Depuis votre arrivée au gouvernement, vous n’avez cessé de vous réclamer et d’agir en fonction d’une idéologie – l’abolitionnisme – qui aurait au cœur de sa motivation la protection des personnes – notamment des femmes – qui vendent des services sexuels.
Pourtant, alors que cela fait plus de deux ans maintenant que vous êtes au gouvernement, tout ce que l’on a pu constater est votre volonté d’entraver l’abolition du délit de racolage public, soit en soutenant les associations membres du collectif abolition 2012 qui s’étaient opposées à la proposition de loi de Mme Esther Benbassa allant en ce sens, soit en soutenant un projet de loi qui ne vise qu’à échanger le délit de racolage public avec celui de recours à la prostitution, sans davantage garantir le respect des droits des travailleuses du sexe. Certes, dès votre arrivée au gouvernement, vous manifestiez votre volonté de travailler avec M. Manuel Valls sur la question de la prostitution. Celui-ci s’étant distingué par le nombre de mesures d’expulsion mises à exécution depuis son arrivée au Ministère, les rafles régulières qui, sous couvert de lutte contre les « réseaux d’exploitation », ne conduisent qu’à une répression directe des travailleuses du sexe et à l’expulsion de celles en situation irrégulière, ne nous étonnent donc pas. Pour autant, nous ne pouvons continuer d’accepter ce double-discours. Nous ne pouvons accepter que nos collègues se fassent expulser au nom d’une lutte pour notre protection.

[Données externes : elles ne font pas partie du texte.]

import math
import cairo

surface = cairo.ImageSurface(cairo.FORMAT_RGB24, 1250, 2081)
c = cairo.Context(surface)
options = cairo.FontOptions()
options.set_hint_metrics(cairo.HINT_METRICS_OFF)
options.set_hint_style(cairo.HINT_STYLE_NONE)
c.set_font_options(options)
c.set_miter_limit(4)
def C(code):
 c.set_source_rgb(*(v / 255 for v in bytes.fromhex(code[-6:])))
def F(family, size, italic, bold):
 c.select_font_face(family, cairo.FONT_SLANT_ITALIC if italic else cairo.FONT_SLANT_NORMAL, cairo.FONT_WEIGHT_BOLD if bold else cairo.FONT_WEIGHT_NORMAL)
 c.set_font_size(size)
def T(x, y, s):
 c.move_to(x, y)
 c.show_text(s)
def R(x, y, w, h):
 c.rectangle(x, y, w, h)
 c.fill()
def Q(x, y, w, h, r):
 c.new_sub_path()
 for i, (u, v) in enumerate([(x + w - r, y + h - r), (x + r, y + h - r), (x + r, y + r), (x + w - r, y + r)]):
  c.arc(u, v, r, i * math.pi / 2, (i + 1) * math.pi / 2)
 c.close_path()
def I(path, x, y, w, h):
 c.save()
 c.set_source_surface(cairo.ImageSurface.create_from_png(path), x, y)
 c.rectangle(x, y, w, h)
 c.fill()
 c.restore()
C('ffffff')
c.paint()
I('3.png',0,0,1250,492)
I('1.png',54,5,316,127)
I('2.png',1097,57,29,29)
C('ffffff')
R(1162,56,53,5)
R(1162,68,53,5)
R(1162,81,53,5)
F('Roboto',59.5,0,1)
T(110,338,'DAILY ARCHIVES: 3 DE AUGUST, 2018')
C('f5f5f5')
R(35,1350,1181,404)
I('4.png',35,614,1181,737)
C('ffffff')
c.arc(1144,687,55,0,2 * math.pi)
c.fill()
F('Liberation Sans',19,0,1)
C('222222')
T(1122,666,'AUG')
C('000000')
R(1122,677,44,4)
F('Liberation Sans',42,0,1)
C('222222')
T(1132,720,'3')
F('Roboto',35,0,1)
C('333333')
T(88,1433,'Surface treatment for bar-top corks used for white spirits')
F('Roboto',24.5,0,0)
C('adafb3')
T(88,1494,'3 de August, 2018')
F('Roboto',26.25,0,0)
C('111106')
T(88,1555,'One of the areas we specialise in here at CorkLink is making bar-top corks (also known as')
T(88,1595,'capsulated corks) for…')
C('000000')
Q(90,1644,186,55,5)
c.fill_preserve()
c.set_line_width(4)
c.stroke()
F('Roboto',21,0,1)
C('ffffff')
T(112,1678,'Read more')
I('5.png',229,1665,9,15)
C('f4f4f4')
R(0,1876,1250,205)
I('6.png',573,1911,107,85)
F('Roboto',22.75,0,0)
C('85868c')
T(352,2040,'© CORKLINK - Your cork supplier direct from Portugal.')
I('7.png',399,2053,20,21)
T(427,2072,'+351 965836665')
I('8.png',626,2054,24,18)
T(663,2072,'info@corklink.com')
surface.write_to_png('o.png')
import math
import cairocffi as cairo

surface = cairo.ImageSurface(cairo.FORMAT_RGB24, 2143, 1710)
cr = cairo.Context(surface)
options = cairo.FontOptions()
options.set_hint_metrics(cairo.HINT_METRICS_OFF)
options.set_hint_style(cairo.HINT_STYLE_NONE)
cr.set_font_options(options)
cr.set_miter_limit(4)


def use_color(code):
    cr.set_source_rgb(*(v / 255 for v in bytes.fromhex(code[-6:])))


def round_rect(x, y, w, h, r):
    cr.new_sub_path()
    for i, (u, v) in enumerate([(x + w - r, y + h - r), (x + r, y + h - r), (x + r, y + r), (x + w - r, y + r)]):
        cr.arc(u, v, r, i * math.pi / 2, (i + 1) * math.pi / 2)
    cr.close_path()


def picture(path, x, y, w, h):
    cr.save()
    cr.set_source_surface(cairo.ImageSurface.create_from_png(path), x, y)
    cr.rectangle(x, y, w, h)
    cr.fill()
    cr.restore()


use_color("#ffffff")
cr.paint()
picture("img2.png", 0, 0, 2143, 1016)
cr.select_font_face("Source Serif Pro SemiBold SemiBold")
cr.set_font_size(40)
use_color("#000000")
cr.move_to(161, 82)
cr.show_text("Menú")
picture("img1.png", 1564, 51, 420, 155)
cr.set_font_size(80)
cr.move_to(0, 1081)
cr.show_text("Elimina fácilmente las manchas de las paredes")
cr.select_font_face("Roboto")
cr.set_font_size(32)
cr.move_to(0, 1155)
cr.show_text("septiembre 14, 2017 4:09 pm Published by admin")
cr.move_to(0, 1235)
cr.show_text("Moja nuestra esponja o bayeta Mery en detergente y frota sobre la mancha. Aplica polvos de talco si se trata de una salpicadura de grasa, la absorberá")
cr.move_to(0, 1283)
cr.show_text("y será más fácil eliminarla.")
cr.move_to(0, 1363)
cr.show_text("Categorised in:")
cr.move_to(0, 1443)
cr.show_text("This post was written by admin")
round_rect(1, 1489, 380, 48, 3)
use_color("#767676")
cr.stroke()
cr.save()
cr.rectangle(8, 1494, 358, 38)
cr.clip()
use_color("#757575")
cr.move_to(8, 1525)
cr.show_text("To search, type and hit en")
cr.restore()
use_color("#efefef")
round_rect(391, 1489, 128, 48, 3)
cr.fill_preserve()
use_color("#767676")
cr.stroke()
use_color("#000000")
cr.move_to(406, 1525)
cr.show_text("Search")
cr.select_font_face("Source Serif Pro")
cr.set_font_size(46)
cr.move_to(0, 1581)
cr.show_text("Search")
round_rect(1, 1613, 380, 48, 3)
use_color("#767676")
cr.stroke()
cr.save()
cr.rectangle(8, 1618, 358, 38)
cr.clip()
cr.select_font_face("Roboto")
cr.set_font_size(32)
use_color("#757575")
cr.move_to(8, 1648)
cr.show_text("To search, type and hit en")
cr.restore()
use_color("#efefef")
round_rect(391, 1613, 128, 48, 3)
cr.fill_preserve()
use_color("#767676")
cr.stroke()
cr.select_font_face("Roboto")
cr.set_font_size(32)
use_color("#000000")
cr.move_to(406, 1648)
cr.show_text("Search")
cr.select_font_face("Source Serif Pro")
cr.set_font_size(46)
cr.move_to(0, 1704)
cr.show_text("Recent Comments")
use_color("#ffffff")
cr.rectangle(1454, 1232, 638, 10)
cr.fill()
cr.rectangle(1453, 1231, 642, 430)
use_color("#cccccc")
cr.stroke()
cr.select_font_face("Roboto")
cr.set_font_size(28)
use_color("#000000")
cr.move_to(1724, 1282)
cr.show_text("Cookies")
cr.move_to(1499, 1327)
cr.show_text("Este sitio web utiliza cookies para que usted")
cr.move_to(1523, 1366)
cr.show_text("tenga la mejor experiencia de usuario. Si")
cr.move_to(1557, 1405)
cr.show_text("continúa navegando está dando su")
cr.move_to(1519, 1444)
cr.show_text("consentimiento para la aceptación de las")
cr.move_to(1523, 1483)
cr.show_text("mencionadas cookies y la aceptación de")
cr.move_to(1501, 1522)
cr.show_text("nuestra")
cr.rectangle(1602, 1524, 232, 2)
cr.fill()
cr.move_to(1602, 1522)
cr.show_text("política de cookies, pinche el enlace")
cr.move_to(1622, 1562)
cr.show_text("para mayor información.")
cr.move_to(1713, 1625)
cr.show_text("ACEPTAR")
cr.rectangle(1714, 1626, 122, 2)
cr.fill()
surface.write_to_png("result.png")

Parce que malgré nos profondes divergences sur les solutions à mettre en œuvre pour protéger les travailleuses du sexe de l’exploitation, nous sommes persuadées que vous ne pouvez approuver que des dizaines de femmes soient quotidiennement harcelées par les forces de l’ordre. Parce qu’à moins de considérer que les putes ne sont pas des femmes, vous ne pouvez que vous insurger contre la rafle de ce samedi à Boulogne, nous vous demandons, Madame la Ministre, d’émettre dès aujourd’hui une position claire sur le traitement que votre gouvernement compte réserver aux travailleuses du sexe en situation irrégulière dans les semaines à venir. Nous vous demandons également, dès aujourd’hui, de prendre position contre les rafles et expulsions qui visent les travailleuses du sexe. Surtout, nous vous demandons quels moyens concrets comptez-vous mettre en œuvre, dès aujourd’hui, pour que ces rafles et expulsions cessent, non seulement à Paris, mais dans la France entière.
En vous souhaitant bonne réception de ce courrier, et dans l’attente d’une réponse claire à nos questions,
nous vous prions d’agréer, Madame la Ministre et porte-parole du gouvernement, nos salutations.
Le STRASS, Syndicat du travail sexuel.